Why anchor a chapter on sonification to a visualization technology like the phonautograph? Scott’s phonautograph is often accorded a place in the history of sound technologies, but it was neither a sound-reproduction technology nor a sonification technology. The phonautograph’s relationship to sound could best be described as postsonic. It produced an image after the occurrence of a sound—a record of a past sound event that it did not seek to reconstruct sonically. According to Scott, the phonautograph was never intended to play back its recordings. Scott even derided Edison’s phonograph on the grounds that it “merely reproduced sound—it was not a sound-writer.”2 The phonautograph was part of a boom in nineteenth-century devices that rendered visible otherwise invisible aspects of the natural world. Through a variety of technical feats, these technologies rendered the processes of nature—sound, electricity, biological processes and rhythms—as visual data that adhered to an orderly pattern. Scott and many of his contemporaries believed that to see sound was to better know it. The point of the phonautograph was to render sound available to careful visual examination, not to make recordings for playback (Hankins and Silverman 1995; Levin 1990). First Sounds’ intervention was to ignore the inventor’s intent and instead consciously and deliberately reconstruct phonautograph recordings as if they had been made for playback.
It is a cliché of technological history that inventors’ intentions have a way of not working out and that whatever purpose or intention is built into a technology can change over time. The usual story is one of invention, innovation, engagement with users, and reconstruction ad infinitum as technologies achieve moments of temporary closure, only to be opened up again and reconfigured from a new, unexpected angle (Bijker 1995; Jenkins 2006; Pinch and Bijker 1984; Pinch and Oudshoorn 2003). The story of the phonautograph, however, is a little different. A minor device in the history of sound recording, it never really left relative obscurity. Even its most ardent users generally moved on to other options as the nineteenth and twentieth centuries rolled on (Scripture 1906). The phonautograph appeared only as a curiosity in histories of sound recording (when it was mentioned at all) until it was resurrected by a few media historians at the turn of the twenty-first century (Hankins and Silverman 1995; Lastra 2000; Levin 1990; Sterne 2003). Its brief reemergence and short-lived posthumous fame signal a shift that occurred in sonic epistemology in the intervening years. While Scott and his contemporaries sought to transform sounds into images, today groups of scientists, artists, and technologists work to convert nonsonic phenomena so that they may be heard and therefore known as and through sound. In its time, the phonautograph helped construct sound as an (p. 547) effect that could be reproduced without reproducing its cause. First Sounds’ accomplishment of sonifying a phonautogram reveals the plasticity of sound, its ability to convey data across different sensory registers. In addition, their work reveals the degree to which data are fluid and are not necessarily tethered to any one sense.

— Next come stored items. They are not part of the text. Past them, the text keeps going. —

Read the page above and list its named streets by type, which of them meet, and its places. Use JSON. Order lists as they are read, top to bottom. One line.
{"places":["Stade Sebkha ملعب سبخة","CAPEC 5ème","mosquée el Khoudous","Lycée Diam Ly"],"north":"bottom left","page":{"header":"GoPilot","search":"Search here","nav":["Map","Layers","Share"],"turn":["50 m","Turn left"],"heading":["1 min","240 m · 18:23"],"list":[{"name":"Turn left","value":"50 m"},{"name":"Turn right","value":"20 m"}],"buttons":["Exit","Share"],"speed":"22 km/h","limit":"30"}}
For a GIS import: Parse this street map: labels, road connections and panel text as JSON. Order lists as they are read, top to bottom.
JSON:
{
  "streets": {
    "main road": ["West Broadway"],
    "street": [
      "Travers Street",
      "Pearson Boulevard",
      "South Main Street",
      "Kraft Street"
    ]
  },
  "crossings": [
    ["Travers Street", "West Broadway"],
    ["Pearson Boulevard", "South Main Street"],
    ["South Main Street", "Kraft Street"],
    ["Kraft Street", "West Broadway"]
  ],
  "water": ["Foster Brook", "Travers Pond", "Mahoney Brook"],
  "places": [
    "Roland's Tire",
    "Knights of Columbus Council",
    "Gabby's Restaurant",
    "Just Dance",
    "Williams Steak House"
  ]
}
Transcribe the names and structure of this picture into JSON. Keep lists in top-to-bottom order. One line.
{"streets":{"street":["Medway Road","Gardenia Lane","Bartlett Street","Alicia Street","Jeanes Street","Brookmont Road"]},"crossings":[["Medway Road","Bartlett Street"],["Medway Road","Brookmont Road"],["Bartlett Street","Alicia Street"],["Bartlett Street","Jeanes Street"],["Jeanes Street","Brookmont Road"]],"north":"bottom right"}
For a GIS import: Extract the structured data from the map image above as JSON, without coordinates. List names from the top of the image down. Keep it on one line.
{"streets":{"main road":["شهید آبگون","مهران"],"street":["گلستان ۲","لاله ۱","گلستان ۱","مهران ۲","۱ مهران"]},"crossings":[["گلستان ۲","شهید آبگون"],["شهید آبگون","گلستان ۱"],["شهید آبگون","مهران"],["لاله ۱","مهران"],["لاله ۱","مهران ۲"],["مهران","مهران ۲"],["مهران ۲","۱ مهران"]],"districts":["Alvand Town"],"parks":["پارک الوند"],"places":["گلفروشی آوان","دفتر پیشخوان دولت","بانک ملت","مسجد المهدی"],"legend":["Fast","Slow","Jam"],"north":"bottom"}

In the spirit of this handbook’s handbookness, we would like to call attention to the usefulness of the concept of articulation for our argument. Drawn from the field of cultural studies, articulation theory might best be described as antiessentialism in action (Grossberg 1992; Slack 1996; Hall 1986). Jennifer Daryl Slack and J. Macgregor Wise define articulation as “the contingent connection of different elements that, when connected in a particular way, form a specific unity.” For them, elements can be “made of words, concepts, institutions, practices, and effects, as well as material things.” Articulation theory is meant to draw attention to “the movement and flows of relationships” (Slack and Wise 2006, 127). So far, one might note similarities to Latour’s actor-network theory (Latour 1996) or the social construction of technology tradition cited earlier. Inasmuch as all three approaches are constructivist, there is a natural affinity. However, articulation theory and the cultural studies tradition from which it draws are more particularly attentive to questions of power and, for a lack of a better term, the density or cogency of articulations. Articulations:
can and do change over time. But here, too, the speed and direction of change is contingent. Some articulations remain relatively tenacious; they are rather firmly forged and difficult to disarticulate.… Others might be more easily broken and thus subject to disarticulation and rearticulation. It all depends on the particulars of the nature of articulations at any particular historical moment. (Slack and Wise 2006, 128)
In this chapter we use articulation in two ways: We show how sonification articulates a range of practices that render data for the ear, and we explore the ideas and practices articulated to hearing within sonification. However, our larger historical point is that, at the present moment, the articulations between particular senses and kinds of sense data are incredibly weak. If this is the case, it suggests that sound scholarship must be ever more vigilant about that shifting border between the sonic and the nonsonic.
Our chapter therefore advances three nested methodological propositions. We argue for attending to the modularity of sensory technologies; for the modularity of the relations between senses, subjects, and technologies; and, ultimately, for the modularity of the senses themselves.
Parameters of Sonification
Alternately known as sonification and auditory display,3 the practice of turning data into sound as yet has no obvious epistemic center, and its overall impact on the arts (p. 548) and sciences is as yet unclear. Simply put, sonification is the use of nonspeech sound to convey information. This involves the translation or transposition of data from a given sensory mode into sound—a rearticulation of sorts. Techniques for analyzing or presenting data have tended toward the visual at least since the Renaissance (Ihde 2009). While there are early examples of attempts to use sound as a primary means of monitoring the world—Leonardo da Vinci is credited with inventing a form of sonar as early as 1490—sonification is a relatively recent approach to rendering information sensible and has been promoted variously as a corrective or a supplement to visual display.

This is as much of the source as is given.